• [What you should do]
What you return must match the records word for word, except that images are dropped.

• [Exercise materials]
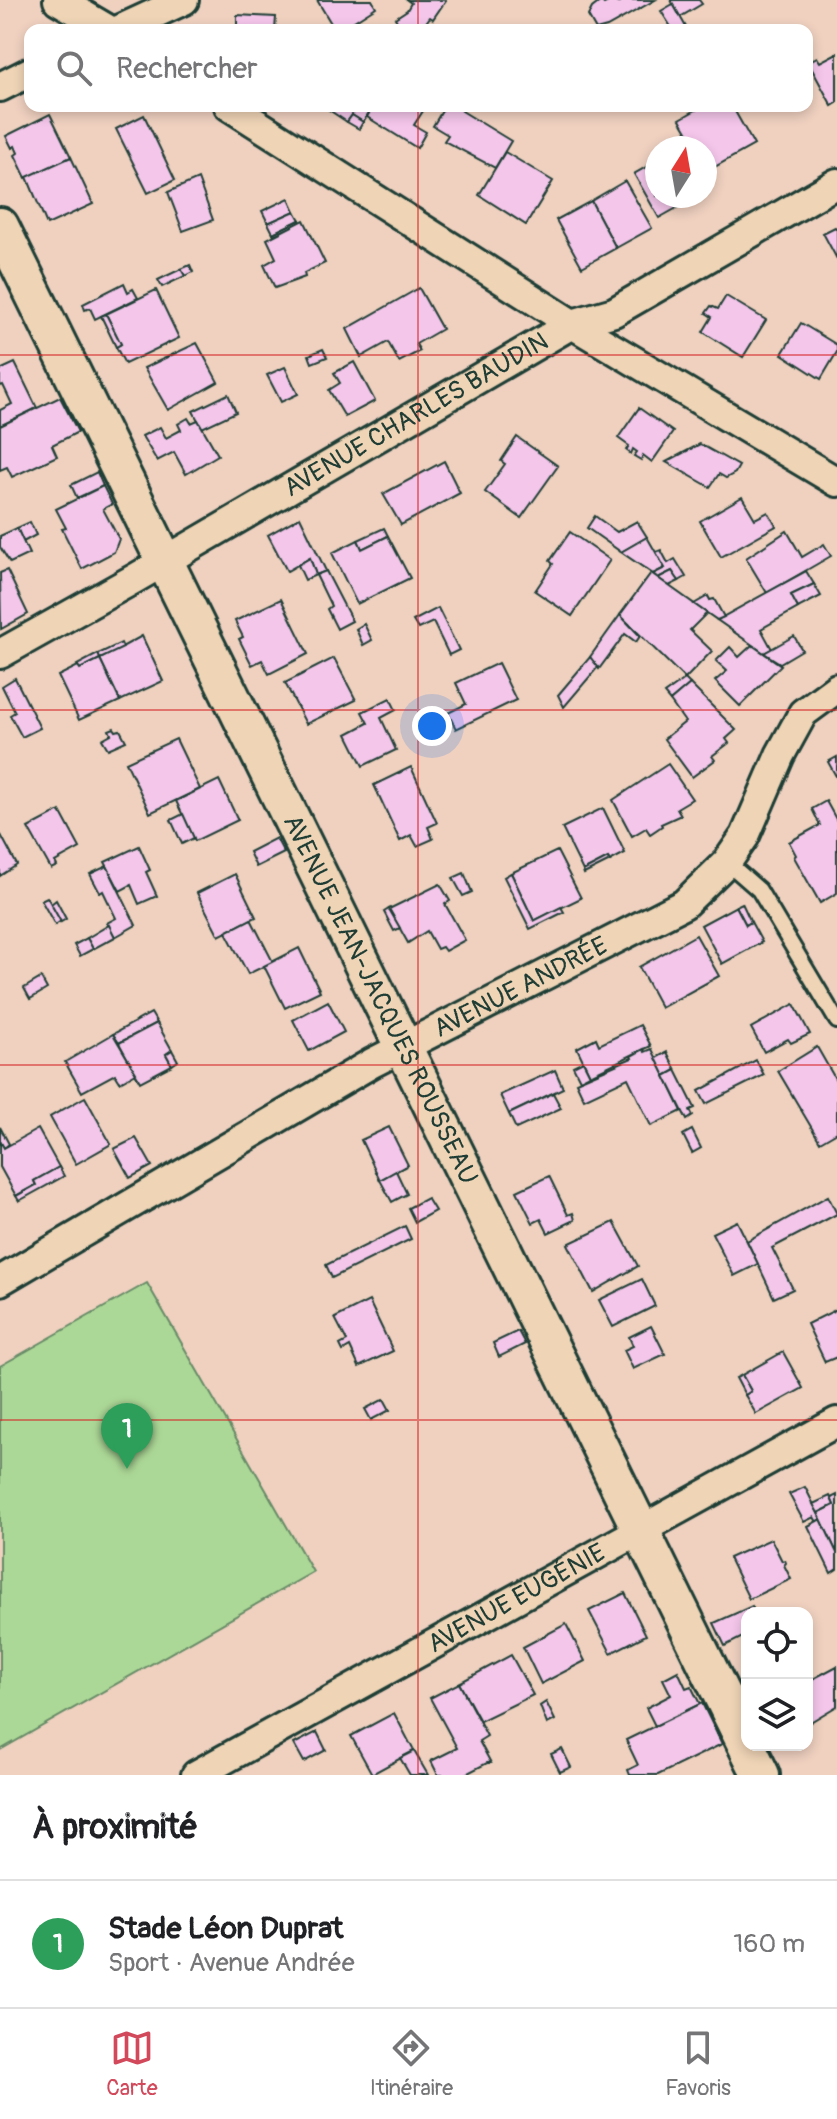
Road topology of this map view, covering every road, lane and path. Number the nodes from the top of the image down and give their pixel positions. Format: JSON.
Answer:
{"nodes":[{"id":1,"x":58,"y":0,"type":"edge"},
{"id":2,"x":184,"y":0,"type":"edge"},
{"id":3,"x":99,"y":24,"type":"edge"},
{"id":4,"x":132,"y":24,"type":"edge"},
{"id":5,"x":24,"y":75,"type":"edge"},
{"id":6,"x":0,"y":87,"type":"edge"},
{"id":7,"x":238,"y":112,"type":"edge"},
{"id":8,"x":837,"y":183,"type":"edge"},
{"id":9,"x":0,"y":226,"type":"edge"},
{"id":10,"x":572,"y":324,"type":"junction"},
{"id":11,"x":837,"y":482,"type":"edge"},
{"id":12,"x":163,"y":561,"type":"junction"},
{"id":13,"x":0,"y":654,"type":"edge"},
{"id":14,"x":837,"y":688,"type":"edge"},
{"id":15,"x":727,"y":862,"type":"junction"},
{"id":16,"x":837,"y":1021,"type":"edge"},
{"id":17,"x":402,"y":1048,"type":"junction"},
{"id":18,"x":0,"y":1281,"type":"edge"},
{"id":19,"x":837,"y":1422,"type":"edge"},
{"id":20,"x":641,"y":1531,"type":"junction"},
{"id":21,"x":196,"y":1775,"type":"edge"},
{"id":22,"x":761,"y":1775,"type":"edge"}],
"edges":[{"from":1,"to":3,"type":"street"},
{"from":2,"to":4,"type":"street"},
{"from":5,"to":6,"type":"street"},
{"from":7,"to":10,"type":"street"},
{"from":8,"to":10,"type":"street","name":"AVENUE CHARLES BAUDIN"},
{"from":9,"to":12,"type":"street","name":"AVENUE JEAN-JACQUES ROUSSEAU"},
{"from":10,"to":11,"type":"street"},
{"from":10,"to":12,"type":"street","name":"AVENUE CHARLES BAUDIN"},
{"from":12,"to":13,"type":"street","name":"AVENUE CHARLES BAUDIN"},
{"from":12,"to":17,"type":"street","name":"AVENUE JEAN-JACQUES ROUSSEAU"},
{"from":14,"to":15,"type":"street","name":"AVENUE ANDRÉE"},
{"from":15,"to":16,"type":"lane"},
{"from":15,"to":17,"type":"street","name":"AVENUE ANDRÉE"},
{"from":17,"to":18,"type":"street","name":"AVENUE ANDRÉE"},
{"from":17,"to":20,"type":"street","name":"AVENUE JEAN-JACQUES ROUSSEAU"},
{"from":19,"to":20,"type":"street","name":"AVENUE EUGÉNIE"},
{"from":20,"to":21,"type":"street","name":"AVENUE EUGÉNIE"},
{"from":20,"to":22,"type":"street","name":"AVENUE JEAN-JACQUES ROUSSEAU"}]}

• [Answer]
Road topology of this map view, covering every road, lane and path. Number the nodes from the top of the image down and give their pixel positions. Format: JSON.
Answer:
{"nodes":[{"id":1,"x":58,"y":0,"type":"edge"},
{"id":2,"x":184,"y":0,"type":"edge"},
{"id":3,"x":99,"y":24,"type":"edge"},
{"id":4,"x":132,"y":24,"type":"edge"},
{"id":5,"x":24,"y":75,"type":"edge"},
{"id":6,"x":0,"y":87,"type":"edge"},
{"id":7,"x":238,"y":112,"type":"edge"},
{"id":8,"x":837,"y":183,"type":"edge"},
{"id":9,"x":0,"y":226,"type":"edge"},
{"id":10,"x":572,"y":324,"type":"junction"},
{"id":11,"x":837,"y":482,"type":"edge"},
{"id":12,"x":163,"y":561,"type":"junction"},
{"id":13,"x":0,"y":654,"type":"edge"},
{"id":14,"x":837,"y":688,"type":"edge"},
{"id":15,"x":727,"y":862,"type":"junction"},
{"id":16,"x":837,"y":1021,"type":"edge"},
{"id":17,"x":402,"y":1048,"type":"junction"},
{"id":18,"x":0,"y":1281,"type":"edge"},
{"id":19,"x":837,"y":1422,"type":"edge"},
{"id":20,"x":641,"y":1531,"type":"junction"},
{"id":21,"x":196,"y":1775,"type":"edge"},
{"id":22,"x":761,"y":1775,"type":"edge"}],
"edges":[{"from":1,"to":3,"type":"street"},
{"from":2,"to":4,"type":"street"},
{"from":5,"to":6,"type":"street"},
{"from":7,"to":10,"type":"street"},
{"from":8,"to":10,"type":"street","name":"AVENUE CHARLES BAUDIN"},
{"from":9,"to":12,"type":"street","name":"AVENUE JEAN-JACQUES ROUSSEAU"},
{"from":10,"to":11,"type":"street"},
{"from":10,"to":12,"type":"street","name":"AVENUE CHARLES BAUDIN"},
{"from":12,"to":13,"type":"street","name":"AVENUE CHARLES BAUDIN"},
{"from":12,"to":17,"type":"street","name":"AVENUE JEAN-JACQUES ROUSSEAU"},
{"from":14,"to":15,"type":"street","name":"AVENUE ANDRÉE"},
{"from":15,"to":16,"type":"lane"},
{"from":15,"to":17,"type":"street","name":"AVENUE ANDRÉE"},
{"from":17,"to":18,"type":"street","name":"AVENUE ANDRÉE"},
{"from":17,"to":20,"type":"street","name":"AVENUE JEAN-JACQUES ROUSSEAU"},
{"from":19,"to":20,"type":"street","name":"AVENUE EUGÉNIE"},
{"from":20,"to":21,"type":"street","name":"AVENUE EUGÉNIE"},
{"from":20,"to":22,"type":"street","name":"AVENUE JEAN-JACQUES ROUSSEAU"}]}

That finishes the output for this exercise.